══ DATA LISTING

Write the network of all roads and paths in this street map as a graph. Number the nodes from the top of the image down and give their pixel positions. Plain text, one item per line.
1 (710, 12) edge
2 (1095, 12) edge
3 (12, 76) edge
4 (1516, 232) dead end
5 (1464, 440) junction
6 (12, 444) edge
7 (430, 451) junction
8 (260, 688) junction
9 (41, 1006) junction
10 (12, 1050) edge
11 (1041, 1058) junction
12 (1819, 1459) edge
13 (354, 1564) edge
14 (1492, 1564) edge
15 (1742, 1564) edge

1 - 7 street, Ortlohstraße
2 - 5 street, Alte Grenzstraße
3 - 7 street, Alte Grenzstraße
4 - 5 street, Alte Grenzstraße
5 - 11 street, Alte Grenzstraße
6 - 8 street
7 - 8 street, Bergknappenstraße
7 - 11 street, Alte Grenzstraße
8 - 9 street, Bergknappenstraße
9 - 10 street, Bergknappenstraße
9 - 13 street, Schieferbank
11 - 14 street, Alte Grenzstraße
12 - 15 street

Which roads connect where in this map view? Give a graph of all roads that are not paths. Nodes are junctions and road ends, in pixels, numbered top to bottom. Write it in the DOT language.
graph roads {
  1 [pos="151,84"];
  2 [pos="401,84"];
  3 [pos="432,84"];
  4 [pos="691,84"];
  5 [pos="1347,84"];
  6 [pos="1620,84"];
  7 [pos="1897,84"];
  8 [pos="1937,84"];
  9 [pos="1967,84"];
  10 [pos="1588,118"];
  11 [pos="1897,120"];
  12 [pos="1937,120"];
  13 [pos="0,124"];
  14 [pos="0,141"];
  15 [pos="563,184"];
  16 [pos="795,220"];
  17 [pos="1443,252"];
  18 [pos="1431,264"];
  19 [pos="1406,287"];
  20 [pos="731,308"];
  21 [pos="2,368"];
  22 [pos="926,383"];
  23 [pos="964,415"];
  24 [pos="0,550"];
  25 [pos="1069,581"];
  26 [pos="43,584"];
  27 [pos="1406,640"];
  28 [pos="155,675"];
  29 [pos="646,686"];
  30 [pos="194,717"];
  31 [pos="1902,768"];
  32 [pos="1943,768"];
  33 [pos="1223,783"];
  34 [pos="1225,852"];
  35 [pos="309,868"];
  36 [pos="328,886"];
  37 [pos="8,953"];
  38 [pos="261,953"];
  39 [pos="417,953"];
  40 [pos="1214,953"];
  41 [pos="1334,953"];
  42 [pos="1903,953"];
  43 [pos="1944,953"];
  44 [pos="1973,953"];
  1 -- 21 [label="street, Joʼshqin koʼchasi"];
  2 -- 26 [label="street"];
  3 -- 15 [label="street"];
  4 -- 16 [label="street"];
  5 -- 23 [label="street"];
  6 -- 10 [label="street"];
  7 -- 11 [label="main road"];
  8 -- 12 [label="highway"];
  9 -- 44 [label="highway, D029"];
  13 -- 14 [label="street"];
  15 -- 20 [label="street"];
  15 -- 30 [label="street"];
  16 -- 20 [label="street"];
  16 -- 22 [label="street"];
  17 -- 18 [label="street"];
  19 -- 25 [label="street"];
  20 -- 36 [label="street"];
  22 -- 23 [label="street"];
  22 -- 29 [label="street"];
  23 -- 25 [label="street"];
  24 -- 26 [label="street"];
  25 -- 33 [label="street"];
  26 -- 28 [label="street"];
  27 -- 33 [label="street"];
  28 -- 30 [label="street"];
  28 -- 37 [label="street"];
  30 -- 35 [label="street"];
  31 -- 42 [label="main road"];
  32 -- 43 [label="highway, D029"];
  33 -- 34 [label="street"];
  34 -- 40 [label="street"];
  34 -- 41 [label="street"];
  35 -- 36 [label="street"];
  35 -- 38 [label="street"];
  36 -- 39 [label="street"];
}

════

Only a number should be given: the count of lines above that contain the word "this".

EXERCISE RESULT:
2